▸ Task objective
Nothing but the pictures gets dropped; retype every entry exactly.

▸ Provided data
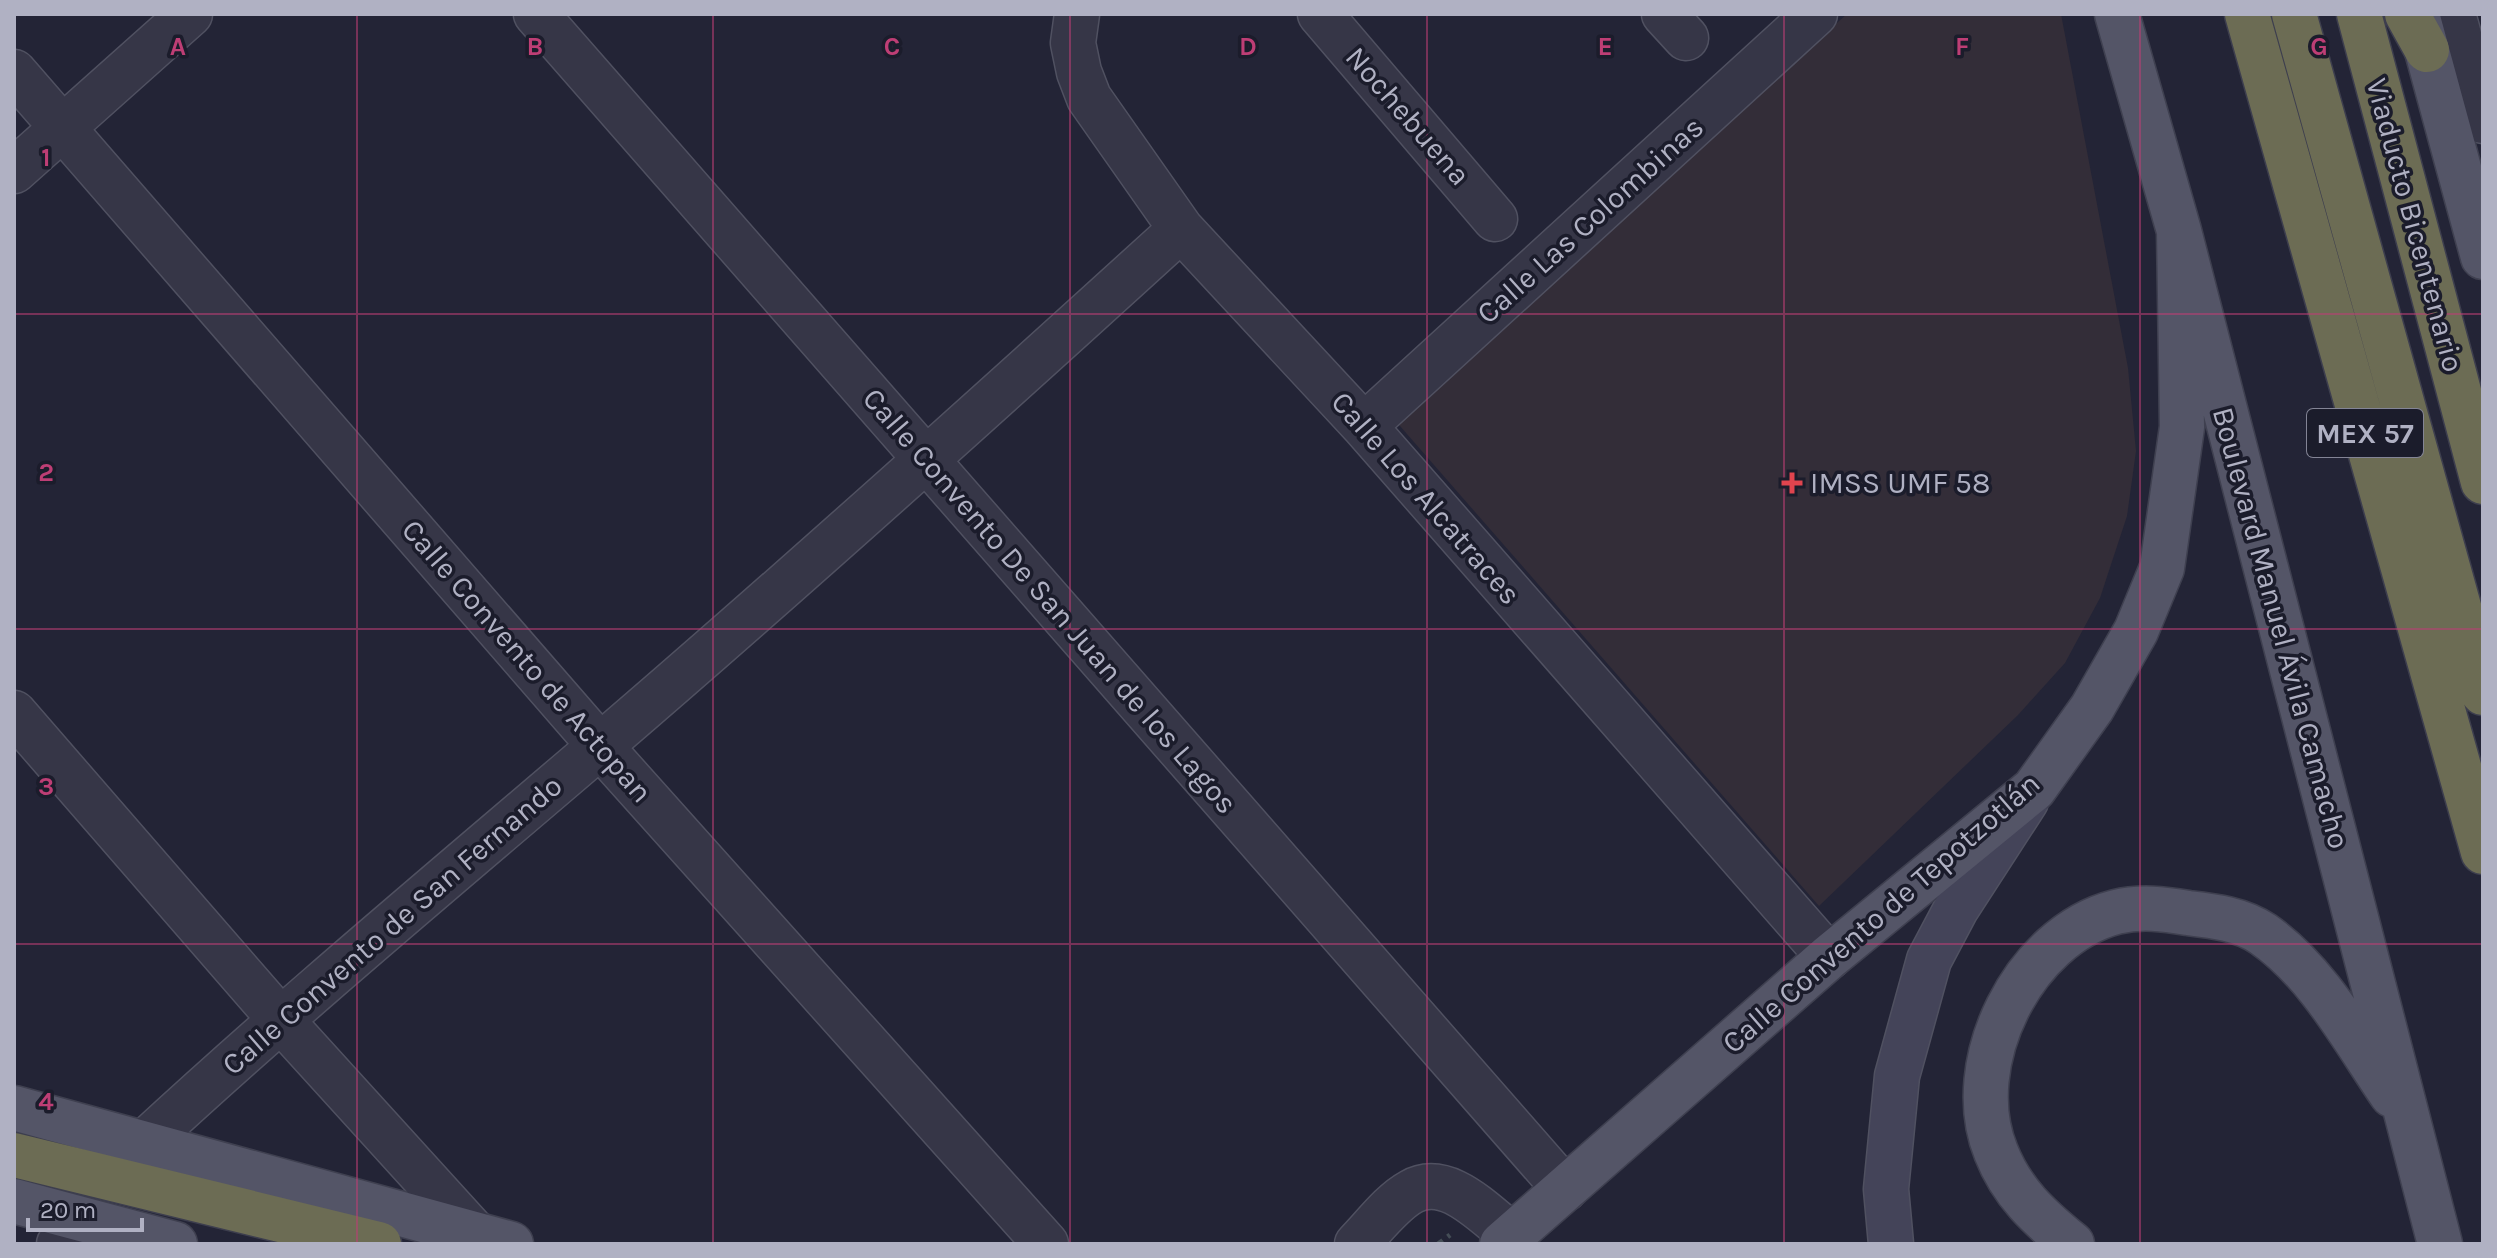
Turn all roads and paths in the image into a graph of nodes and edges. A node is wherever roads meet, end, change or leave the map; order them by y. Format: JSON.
{"nodes":[{"id":1,"x":190,"y":14,"type":"edge"},
{"id":2,"x":536,"y":14,"type":"edge"},
{"id":3,"x":1077,"y":14,"type":"edge"},
{"id":4,"x":1320,"y":14,"type":"edge"},
{"id":5,"x":1815,"y":14,"type":"edge"},
{"id":6,"x":2117,"y":14,"type":"edge"},
{"id":7,"x":2247,"y":14,"type":"edge"},
{"id":8,"x":2294,"y":14,"type":"edge"},
{"id":9,"x":2359,"y":14,"type":"edge"},
{"id":10,"x":2453,"y":14,"type":"edge"},
{"id":11,"x":2417,"y":26,"type":"edge"},
{"id":12,"x":14,"y":72,"type":"edge"},
{"id":13,"x":2483,"y":121,"type":"edge"},
{"id":14,"x":64,"y":127,"type":"junction"},
{"id":15,"x":14,"y":171,"type":"edge"},
{"id":16,"x":1495,"y":219,"type":"dead end"},
{"id":17,"x":1181,"y":229,"type":"junction"},
{"id":18,"x":2179,"y":231,"type":"junction"},
{"id":19,"x":2482,"y":247,"type":"edge"},
{"id":20,"x":1364,"y":426,"type":"junction"},
{"id":21,"x":927,"y":461,"type":"junction"},
{"id":22,"x":2483,"y":482,"type":"edge"},
{"id":23,"x":2483,"y":693,"type":"edge"},
{"id":24,"x":14,"y":713,"type":"edge"},
{"id":25,"x":600,"y":746,"type":"junction"},
{"id":26,"x":2034,"y":789,"type":"junction"},
{"id":27,"x":2483,"y":852,"type":"edge"},
{"id":28,"x":1829,"y":957,"type":"junction"},
{"id":29,"x":279,"y":1018,"type":"junction"},
{"id":30,"x":14,"y":1108,"type":"edge"},
{"id":31,"x":2409,"y":1121,"type":"junction"},
{"id":32,"x":143,"y":1144,"type":"junction"},
{"id":33,"x":14,"y":1155,"type":"edge"},
{"id":34,"x":1565,"y":1189,"type":"junction"},
{"id":35,"x":14,"y":1201,"type":"edge"},
{"id":36,"x":71,"y":1233,"type":"edge"},
{"id":37,"x":1507,"y":1240,"type":"edge"},
{"id":38,"x":495,"y":1241,"type":"edge"},
{"id":39,"x":175,"y":1244,"type":"edge"},
{"id":40,"x":379,"y":1244,"type":"edge"},
{"id":41,"x":1046,"y":1244,"type":"edge"},
{"id":42,"x":1357,"y":1244,"type":"edge"},
{"id":43,"x":1891,"y":1244,"type":"edge"},
{"id":44,"x":2072,"y":1244,"type":"edge"},
{"id":45,"x":2440,"y":1244,"type":"edge"}],
"edges":[{"from":1,"to":14,"type":"street"},
{"from":2,"to":21,"type":"street","name":"Calle Convento De San Juan de los Lagos"},
{"from":3,"to":17,"type":"street","name":"Calle Los Alcatraces"},
{"from":4,"to":16,"type":"street","name":"Nochebuena"},
{"from":5,"to":20,"type":"street","name":"Calle Las Colombinas"},
{"from":6,"to":18,"type":"main road","name":"Boulevard Manuel Ávila Camacho"},
{"from":7,"to":27,"type":"highway","number":"MEX 57"},
{"from":8,"to":23,"type":"highway","number":"MEX 57"},
{"from":9,"to":22,"type":"highway","name":"Viaducto Bicentenario"},
{"from":10,"to":13,"type":"street"},
{"from":11,"to":19,"type":"main road"},
{"from":12,"to":14,"type":"street","name":"Calle Convento de Actopan"},
{"from":14,"to":15,"type":"street"},
{"from":14,"to":25,"type":"street","name":"Calle Convento de Actopan"},
{"from":17,"to":20,"type":"street","name":"Calle Los Alcatraces"},
{"from":17,"to":21,"type":"street","name":"Calle Convento de San Fernando"},
{"from":18,"to":26,"type":"main road","name":"Calle Convento de Tepotzotlán"},
{"from":18,"to":31,"type":"main road","name":"Boulevard Manuel Ávila Camacho"},
{"from":20,"to":28,"type":"street","name":"Calle Los Alcatraces"},
{"from":21,"to":25,"type":"street","name":"Calle Convento de San Fernando"},
{"from":21,"to":34,"type":"street","name":"Calle Convento De San Juan de los Lagos"},
{"from":24,"to":29,"type":"street"},
{"from":25,"to":29,"type":"street","name":"Calle Convento de San Fernando"},
{"from":25,"to":41,"type":"street","name":"Calle Convento de Actopan"},
{"from":26,"to":28,"type":"main road","name":"Calle Convento de Tepotzotlán"},
{"from":26,"to":43,"type":"main road"},
{"from":28,"to":34,"type":"main road","name":"Calle Convento de Tepotzotlán"},
{"from":29,"to":32,"type":"street","name":"Calle Convento de San Fernando"},
{"from":29,"to":38,"type":"street"},
{"from":30,"to":32,"type":"main road"},
{"from":31,"to":44,"type":"main road"},
{"from":31,"to":45,"type":"main road","name":"Boulevard Manuel Ávila Camacho"},
{"from":32,"to":38,"type":"main road"},
{"from":33,"to":40,"type":"highway"},
{"from":34,"to":37,"type":"main road","name":"Calle Convento de Tepotzotlán"},
{"from":35,"to":36,"type":"main road"},
{"from":36,"to":39,"type":"main road"},
{"from":37,"to":42,"type":"street"}]}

▸ Reply
Turn all roads and paths in the image into a graph of nodes and edges. A node is wherever roads meet, end, change or leave the map; order them by y. Format: JSON.
{"nodes":[{"id":1,"x":190,"y":14,"type":"edge"},
{"id":2,"x":536,"y":14,"type":"edge"},
{"id":3,"x":1077,"y":14,"type":"edge"},
{"id":4,"x":1320,"y":14,"type":"edge"},
{"id":5,"x":1815,"y":14,"type":"edge"},
{"id":6,"x":2117,"y":14,"type":"edge"},
{"id":7,"x":2247,"y":14,"type":"edge"},
{"id":8,"x":2294,"y":14,"type":"edge"},
{"id":9,"x":2359,"y":14,"type":"edge"},
{"id":10,"x":2453,"y":14,"type":"edge"},
{"id":11,"x":2417,"y":26,"type":"edge"},
{"id":12,"x":14,"y":72,"type":"edge"},
{"id":13,"x":2483,"y":121,"type":"edge"},
{"id":14,"x":64,"y":127,"type":"junction"},
{"id":15,"x":14,"y":171,"type":"edge"},
{"id":16,"x":1495,"y":219,"type":"dead end"},
{"id":17,"x":1181,"y":229,"type":"junction"},
{"id":18,"x":2179,"y":231,"type":"junction"},
{"id":19,"x":2482,"y":247,"type":"edge"},
{"id":20,"x":1364,"y":426,"type":"junction"},
{"id":21,"x":927,"y":461,"type":"junction"},
{"id":22,"x":2483,"y":482,"type":"edge"},
{"id":23,"x":2483,"y":693,"type":"edge"},
{"id":24,"x":14,"y":713,"type":"edge"},
{"id":25,"x":600,"y":746,"type":"junction"},
{"id":26,"x":2034,"y":789,"type":"junction"},
{"id":27,"x":2483,"y":852,"type":"edge"},
{"id":28,"x":1829,"y":957,"type":"junction"},
{"id":29,"x":279,"y":1018,"type":"junction"},
{"id":30,"x":14,"y":1108,"type":"edge"},
{"id":31,"x":2409,"y":1121,"type":"junction"},
{"id":32,"x":143,"y":1144,"type":"junction"},
{"id":33,"x":14,"y":1155,"type":"edge"},
{"id":34,"x":1565,"y":1189,"type":"junction"},
{"id":35,"x":14,"y":1201,"type":"edge"},
{"id":36,"x":71,"y":1233,"type":"edge"},
{"id":37,"x":1507,"y":1240,"type":"edge"},
{"id":38,"x":495,"y":1241,"type":"edge"},
{"id":39,"x":175,"y":1244,"type":"edge"},
{"id":40,"x":379,"y":1244,"type":"edge"},
{"id":41,"x":1046,"y":1244,"type":"edge"},
{"id":42,"x":1357,"y":1244,"type":"edge"},
{"id":43,"x":1891,"y":1244,"type":"edge"},
{"id":44,"x":2072,"y":1244,"type":"edge"},
{"id":45,"x":2440,"y":1244,"type":"edge"}],
"edges":[{"from":1,"to":14,"type":"street"},
{"from":2,"to":21,"type":"street","name":"Calle Convento De San Juan de los Lagos"},
{"from":3,"to":17,"type":"street","name":"Calle Los Alcatraces"},
{"from":4,"to":16,"type":"street","name":"Nochebuena"},
{"from":5,"to":20,"type":"street","name":"Calle Las Colombinas"},
{"from":6,"to":18,"type":"main road","name":"Boulevard Manuel Ávila Camacho"},
{"from":7,"to":27,"type":"highway","number":"MEX 57"},
{"from":8,"to":23,"type":"highway","number":"MEX 57"},
{"from":9,"to":22,"type":"highway","name":"Viaducto Bicentenario"},
{"from":10,"to":13,"type":"street"},
{"from":11,"to":19,"type":"main road"},
{"from":12,"to":14,"type":"street","name":"Calle Convento de Actopan"},
{"from":14,"to":15,"type":"street"},
{"from":14,"to":25,"type":"street","name":"Calle Convento de Actopan"},
{"from":17,"to":20,"type":"street","name":"Calle Los Alcatraces"},
{"from":17,"to":21,"type":"street","name":"Calle Convento de San Fernando"},
{"from":18,"to":26,"type":"main road","name":"Calle Convento de Tepotzotlán"},
{"from":18,"to":31,"type":"main road","name":"Boulevard Manuel Ávila Camacho"},
{"from":20,"to":28,"type":"street","name":"Calle Los Alcatraces"},
{"from":21,"to":25,"type":"street","name":"Calle Convento de San Fernando"},
{"from":21,"to":34,"type":"street","name":"Calle Convento De San Juan de los Lagos"},
{"from":24,"to":29,"type":"street"},
{"from":25,"to":29,"type":"street","name":"Calle Convento de San Fernando"},
{"from":25,"to":41,"type":"street","name":"Calle Convento de Actopan"},
{"from":26,"to":28,"type":"main road","name":"Calle Convento de Tepotzotlán"},
{"from":26,"to":43,"type":"main road"},
{"from":28,"to":34,"type":"main road","name":"Calle Convento de Tepotzotlán"},
{"from":29,"to":32,"type":"street","name":"Calle Convento de San Fernando"},
{"from":29,"to":38,"type":"street"},
{"from":30,"to":32,"type":"main road"},
{"from":31,"to":44,"type":"main road"},
{"from":31,"to":45,"type":"main road","name":"Boulevard Manuel Ávila Camacho"},
{"from":32,"to":38,"type":"main road"},
{"from":33,"to":40,"type":"highway"},
{"from":34,"to":37,"type":"main road","name":"Calle Convento de Tepotzotlán"},
{"from":35,"to":36,"type":"main road"},
{"from":36,"to":39,"type":"main road"},
{"from":37,"to":42,"type":"street"}]}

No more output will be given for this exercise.